About
Aims:
1. To understand what the normal values of: physical activity through wrist worn trackers and muscle loss through scans are in a large sample of normal population.
2. To understand the relationship between the underlying factors that leads to an individuals' physical activity and muscle mass from their background and lifestyle (height/weight/diet).
Scientific rationale:
We know that many patients, as they become less well, move less and change their pattern of walking. This is seen in the population of brain cancer patients whom we care for. Weakness due to cancer interfering with normal brain function, or from the stress of the cancer on the body (leading to muscle loss) impacts not only quality of life but increases risk of treatment complications.
Current methods of judging a person's functional ability are crude, requiring patients to provide a limited account of what they have been able to accomplish recently. This can be hampered by cultural factors such as language barrier, as well as medical ones, such as poor memory after brain radiotherapy.

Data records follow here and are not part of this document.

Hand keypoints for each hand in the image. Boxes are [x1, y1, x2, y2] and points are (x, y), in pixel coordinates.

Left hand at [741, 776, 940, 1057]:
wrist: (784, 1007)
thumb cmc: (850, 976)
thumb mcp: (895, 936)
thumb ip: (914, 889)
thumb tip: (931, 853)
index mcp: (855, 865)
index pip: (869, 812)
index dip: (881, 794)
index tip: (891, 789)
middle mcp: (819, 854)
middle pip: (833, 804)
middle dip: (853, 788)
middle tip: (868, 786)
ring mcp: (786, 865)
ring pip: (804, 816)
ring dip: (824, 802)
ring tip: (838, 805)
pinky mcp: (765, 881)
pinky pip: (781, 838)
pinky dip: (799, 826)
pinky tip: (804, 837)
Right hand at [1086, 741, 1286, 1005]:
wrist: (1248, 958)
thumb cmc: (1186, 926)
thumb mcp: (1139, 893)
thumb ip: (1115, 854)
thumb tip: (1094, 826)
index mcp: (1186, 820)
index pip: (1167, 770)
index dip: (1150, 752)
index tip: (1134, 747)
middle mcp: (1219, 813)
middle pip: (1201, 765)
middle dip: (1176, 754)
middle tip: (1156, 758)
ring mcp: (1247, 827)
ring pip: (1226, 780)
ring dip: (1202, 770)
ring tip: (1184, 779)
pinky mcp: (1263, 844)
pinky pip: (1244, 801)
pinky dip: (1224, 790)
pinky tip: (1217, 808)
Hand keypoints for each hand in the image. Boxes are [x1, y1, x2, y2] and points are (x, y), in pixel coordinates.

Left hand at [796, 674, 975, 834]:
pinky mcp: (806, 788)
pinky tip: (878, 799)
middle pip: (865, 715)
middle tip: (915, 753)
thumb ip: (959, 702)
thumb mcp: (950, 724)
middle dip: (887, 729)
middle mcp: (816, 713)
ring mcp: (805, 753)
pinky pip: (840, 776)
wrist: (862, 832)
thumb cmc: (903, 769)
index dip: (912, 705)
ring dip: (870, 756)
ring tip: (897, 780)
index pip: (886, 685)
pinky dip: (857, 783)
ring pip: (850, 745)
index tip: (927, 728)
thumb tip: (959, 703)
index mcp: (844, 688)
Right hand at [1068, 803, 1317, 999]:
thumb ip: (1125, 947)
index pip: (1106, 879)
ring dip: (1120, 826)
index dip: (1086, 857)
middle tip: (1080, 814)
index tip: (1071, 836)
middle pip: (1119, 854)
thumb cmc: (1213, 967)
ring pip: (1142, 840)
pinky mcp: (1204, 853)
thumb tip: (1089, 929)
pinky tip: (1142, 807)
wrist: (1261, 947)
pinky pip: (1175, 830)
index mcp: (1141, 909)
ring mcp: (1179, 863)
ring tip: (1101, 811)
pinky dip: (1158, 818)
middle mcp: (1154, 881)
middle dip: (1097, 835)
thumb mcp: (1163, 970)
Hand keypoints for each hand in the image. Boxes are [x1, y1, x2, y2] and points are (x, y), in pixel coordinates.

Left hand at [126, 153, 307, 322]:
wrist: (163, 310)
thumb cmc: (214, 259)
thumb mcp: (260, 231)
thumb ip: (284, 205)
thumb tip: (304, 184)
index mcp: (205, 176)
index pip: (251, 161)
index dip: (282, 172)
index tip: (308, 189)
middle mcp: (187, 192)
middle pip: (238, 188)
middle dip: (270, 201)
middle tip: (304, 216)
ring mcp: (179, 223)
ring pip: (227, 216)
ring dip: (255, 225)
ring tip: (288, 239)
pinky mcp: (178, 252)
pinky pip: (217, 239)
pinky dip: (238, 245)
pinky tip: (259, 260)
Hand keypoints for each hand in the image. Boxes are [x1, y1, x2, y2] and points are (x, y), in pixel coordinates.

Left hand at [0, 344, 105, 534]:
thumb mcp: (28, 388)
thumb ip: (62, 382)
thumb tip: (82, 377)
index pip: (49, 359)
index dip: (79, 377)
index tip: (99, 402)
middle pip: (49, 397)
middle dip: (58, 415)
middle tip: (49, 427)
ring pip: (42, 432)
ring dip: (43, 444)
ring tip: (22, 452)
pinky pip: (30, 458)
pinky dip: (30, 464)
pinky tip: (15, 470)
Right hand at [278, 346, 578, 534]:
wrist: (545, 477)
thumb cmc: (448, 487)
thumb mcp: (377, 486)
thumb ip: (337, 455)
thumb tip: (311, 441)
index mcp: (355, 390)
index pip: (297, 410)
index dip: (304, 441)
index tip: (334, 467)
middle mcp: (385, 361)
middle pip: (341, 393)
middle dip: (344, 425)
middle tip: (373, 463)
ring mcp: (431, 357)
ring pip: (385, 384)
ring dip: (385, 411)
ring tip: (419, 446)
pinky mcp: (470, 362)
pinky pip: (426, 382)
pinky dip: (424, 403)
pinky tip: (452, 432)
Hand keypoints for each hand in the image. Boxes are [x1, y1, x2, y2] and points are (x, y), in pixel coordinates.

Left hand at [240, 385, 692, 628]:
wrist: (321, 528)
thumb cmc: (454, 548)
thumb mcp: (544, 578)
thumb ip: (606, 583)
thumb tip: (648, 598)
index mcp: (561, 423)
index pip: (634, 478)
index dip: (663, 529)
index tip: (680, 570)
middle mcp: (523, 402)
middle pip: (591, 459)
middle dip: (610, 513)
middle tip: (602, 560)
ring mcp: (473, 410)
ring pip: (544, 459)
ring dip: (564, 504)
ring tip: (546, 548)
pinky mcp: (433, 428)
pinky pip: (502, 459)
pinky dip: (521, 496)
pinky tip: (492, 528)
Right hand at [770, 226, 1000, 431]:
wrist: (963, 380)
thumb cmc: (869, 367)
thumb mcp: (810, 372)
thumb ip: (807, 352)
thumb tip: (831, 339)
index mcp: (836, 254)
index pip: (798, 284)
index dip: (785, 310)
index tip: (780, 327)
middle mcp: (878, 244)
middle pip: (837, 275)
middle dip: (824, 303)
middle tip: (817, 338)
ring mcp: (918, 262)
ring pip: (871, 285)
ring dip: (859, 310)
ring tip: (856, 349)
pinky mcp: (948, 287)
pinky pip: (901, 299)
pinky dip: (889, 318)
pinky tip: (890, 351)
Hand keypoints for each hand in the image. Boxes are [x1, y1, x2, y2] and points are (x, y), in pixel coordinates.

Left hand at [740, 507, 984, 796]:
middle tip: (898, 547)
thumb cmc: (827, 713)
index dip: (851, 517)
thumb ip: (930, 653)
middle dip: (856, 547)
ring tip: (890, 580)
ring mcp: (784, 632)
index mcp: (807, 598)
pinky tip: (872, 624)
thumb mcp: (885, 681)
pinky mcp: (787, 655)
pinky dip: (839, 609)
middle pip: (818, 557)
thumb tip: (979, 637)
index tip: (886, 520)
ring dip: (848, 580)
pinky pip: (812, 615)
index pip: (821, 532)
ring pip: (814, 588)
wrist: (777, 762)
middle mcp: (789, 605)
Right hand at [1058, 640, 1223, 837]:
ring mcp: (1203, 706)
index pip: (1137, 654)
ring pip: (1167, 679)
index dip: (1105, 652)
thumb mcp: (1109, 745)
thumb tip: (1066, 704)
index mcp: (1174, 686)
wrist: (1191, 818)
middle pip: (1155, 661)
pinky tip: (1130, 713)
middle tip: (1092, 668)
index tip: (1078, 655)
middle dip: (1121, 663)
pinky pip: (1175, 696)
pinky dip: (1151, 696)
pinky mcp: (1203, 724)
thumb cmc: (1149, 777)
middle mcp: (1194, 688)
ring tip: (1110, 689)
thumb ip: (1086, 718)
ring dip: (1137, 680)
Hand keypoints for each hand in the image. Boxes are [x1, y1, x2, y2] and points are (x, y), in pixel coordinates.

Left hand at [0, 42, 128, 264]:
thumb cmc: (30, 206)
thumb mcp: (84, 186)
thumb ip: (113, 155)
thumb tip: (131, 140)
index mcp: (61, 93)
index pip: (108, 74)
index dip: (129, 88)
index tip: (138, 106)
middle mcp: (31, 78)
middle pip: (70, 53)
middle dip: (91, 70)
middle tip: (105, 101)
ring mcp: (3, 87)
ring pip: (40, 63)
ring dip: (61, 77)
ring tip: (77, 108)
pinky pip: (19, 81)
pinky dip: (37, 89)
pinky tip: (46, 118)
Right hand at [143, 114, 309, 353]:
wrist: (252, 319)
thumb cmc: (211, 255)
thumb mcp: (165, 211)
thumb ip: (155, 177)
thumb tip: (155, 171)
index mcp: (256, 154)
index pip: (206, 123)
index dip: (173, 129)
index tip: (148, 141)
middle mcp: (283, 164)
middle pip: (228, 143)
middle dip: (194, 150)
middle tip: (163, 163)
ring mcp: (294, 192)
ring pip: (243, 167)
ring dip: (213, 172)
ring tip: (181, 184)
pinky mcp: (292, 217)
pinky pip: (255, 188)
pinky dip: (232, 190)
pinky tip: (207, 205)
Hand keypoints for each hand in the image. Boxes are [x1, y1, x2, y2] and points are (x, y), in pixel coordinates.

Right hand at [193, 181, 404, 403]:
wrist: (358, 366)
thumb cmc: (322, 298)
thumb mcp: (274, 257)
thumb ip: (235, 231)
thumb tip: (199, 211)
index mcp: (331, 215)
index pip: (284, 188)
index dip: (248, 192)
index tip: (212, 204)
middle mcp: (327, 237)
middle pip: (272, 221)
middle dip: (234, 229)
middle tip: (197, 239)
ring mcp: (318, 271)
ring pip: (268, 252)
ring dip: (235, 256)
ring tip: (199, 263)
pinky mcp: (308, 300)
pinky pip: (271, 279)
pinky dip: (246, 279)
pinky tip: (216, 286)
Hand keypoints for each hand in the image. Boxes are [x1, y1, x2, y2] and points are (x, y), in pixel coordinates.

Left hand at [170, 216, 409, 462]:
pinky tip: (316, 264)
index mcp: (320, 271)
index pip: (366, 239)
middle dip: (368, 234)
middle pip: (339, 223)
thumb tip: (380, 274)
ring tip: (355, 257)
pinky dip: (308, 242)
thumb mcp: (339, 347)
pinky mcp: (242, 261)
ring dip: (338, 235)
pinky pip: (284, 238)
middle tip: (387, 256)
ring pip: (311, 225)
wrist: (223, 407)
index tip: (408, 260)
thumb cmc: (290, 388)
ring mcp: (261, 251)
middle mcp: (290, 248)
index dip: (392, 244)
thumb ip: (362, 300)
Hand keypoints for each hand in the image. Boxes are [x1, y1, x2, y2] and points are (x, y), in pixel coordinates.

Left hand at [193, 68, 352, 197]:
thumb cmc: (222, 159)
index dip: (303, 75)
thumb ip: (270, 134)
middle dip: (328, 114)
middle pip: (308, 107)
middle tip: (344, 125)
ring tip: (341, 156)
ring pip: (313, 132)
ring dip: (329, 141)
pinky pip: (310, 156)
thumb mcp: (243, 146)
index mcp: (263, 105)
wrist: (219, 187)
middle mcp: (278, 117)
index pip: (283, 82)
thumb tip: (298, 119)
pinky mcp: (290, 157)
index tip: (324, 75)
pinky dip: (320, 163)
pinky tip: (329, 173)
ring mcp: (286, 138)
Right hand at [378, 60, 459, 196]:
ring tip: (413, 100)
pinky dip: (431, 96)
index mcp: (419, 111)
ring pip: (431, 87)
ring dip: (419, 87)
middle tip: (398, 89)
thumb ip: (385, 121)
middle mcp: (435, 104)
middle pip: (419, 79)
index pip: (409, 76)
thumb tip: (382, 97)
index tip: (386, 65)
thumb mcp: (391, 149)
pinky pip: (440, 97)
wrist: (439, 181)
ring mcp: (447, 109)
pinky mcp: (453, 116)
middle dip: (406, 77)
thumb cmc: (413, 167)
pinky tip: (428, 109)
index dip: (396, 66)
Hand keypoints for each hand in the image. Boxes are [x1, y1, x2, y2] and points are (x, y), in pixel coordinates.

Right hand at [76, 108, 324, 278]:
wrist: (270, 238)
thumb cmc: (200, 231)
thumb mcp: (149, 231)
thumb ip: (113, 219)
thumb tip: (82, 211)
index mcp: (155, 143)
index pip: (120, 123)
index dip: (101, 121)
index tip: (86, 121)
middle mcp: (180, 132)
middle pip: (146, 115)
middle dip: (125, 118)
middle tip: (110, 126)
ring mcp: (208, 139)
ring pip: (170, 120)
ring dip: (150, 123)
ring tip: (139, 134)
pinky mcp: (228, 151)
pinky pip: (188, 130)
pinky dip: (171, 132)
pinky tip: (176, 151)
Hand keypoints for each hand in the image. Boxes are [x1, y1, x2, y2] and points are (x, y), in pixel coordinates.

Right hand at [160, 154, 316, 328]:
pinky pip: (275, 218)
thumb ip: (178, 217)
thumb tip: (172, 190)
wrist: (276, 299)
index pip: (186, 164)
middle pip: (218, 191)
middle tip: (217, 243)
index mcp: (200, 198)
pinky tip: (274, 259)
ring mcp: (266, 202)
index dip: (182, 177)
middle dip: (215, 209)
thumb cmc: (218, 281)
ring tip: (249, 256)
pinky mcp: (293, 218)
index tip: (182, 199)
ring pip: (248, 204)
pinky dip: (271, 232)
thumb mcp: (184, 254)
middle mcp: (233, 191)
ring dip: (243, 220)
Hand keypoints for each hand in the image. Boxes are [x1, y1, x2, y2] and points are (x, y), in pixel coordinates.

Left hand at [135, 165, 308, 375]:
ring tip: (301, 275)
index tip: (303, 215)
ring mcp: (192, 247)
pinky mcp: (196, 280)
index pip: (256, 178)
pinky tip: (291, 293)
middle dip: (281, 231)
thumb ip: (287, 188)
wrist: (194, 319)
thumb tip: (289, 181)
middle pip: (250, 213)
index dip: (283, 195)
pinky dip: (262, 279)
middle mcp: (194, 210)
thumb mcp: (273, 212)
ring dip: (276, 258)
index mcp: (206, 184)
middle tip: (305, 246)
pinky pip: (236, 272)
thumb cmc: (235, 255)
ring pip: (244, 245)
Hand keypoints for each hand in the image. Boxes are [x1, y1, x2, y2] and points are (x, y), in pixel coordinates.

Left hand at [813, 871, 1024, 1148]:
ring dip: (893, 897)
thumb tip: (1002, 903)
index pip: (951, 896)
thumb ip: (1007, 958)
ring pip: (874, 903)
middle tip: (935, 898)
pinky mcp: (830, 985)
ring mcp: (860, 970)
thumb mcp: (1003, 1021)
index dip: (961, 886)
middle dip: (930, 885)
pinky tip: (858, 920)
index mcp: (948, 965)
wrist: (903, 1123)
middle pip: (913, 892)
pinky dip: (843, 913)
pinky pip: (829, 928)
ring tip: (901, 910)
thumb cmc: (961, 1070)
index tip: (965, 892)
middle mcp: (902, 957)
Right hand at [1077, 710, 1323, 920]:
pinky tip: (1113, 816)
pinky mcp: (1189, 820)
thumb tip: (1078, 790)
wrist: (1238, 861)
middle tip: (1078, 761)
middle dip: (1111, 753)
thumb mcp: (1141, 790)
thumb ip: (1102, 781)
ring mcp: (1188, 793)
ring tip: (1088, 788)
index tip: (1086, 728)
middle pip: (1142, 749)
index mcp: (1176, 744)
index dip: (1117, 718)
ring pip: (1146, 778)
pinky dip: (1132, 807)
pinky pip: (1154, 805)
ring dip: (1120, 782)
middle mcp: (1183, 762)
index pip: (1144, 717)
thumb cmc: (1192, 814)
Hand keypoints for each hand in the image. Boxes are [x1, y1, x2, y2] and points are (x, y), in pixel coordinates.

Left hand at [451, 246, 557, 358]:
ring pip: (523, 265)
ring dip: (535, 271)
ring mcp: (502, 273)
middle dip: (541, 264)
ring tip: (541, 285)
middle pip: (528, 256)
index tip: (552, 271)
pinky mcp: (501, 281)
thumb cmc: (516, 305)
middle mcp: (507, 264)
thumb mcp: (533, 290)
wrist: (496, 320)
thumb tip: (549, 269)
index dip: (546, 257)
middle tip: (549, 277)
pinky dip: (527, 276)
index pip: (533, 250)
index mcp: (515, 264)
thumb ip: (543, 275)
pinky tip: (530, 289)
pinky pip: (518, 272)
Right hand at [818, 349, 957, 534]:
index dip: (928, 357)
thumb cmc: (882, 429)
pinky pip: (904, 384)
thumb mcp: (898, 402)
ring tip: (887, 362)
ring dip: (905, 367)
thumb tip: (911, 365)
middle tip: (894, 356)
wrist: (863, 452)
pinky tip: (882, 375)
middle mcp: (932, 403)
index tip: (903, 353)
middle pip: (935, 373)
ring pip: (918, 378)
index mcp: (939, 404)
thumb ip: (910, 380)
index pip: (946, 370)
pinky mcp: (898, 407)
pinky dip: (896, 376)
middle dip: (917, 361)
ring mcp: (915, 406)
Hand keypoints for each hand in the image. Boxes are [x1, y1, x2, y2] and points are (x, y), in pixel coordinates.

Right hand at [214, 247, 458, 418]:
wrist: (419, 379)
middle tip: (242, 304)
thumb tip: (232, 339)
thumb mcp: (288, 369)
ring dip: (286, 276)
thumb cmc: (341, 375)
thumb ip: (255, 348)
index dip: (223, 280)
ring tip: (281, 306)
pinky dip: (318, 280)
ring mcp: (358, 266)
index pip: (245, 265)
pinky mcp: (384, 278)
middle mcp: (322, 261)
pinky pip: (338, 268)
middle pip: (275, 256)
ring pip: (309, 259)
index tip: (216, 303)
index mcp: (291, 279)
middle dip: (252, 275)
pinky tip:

Not obtaining a clear picture of an individual's functional ability can lead to the wrong medical decisions being made.
We want to transcend this by better understanding how impairments can affect a patient, and in order to do so we need better understand what normal is. Technology has advanced to the point where accelerometers which are present in phones or fit-bits can track movement reliably, and routine scans cancer care provides information on more than the cancer itself. By understand normal variation of physical measures and how they may be affected by an individual's ability before they become sick, then we can use them to pre-empt treatment or support before a patient starts to notice a deterioration.
Project Duration:
Three years.
Public Health Impact:
Our research will be published in peer-reviewed journals, which means that the standards and references we find are relevant will be applied to clinical work across a broad range of subjects. Within our group, we hope to use the data as part of trials to detect advancement of cancer when scans are often misleading. In other fields, such as geriatric medicine, the loss of muscle due to age is a big healthcare burden and having better understanding of how scans and movement link together can form the basis of a more individualised approach in how to address this.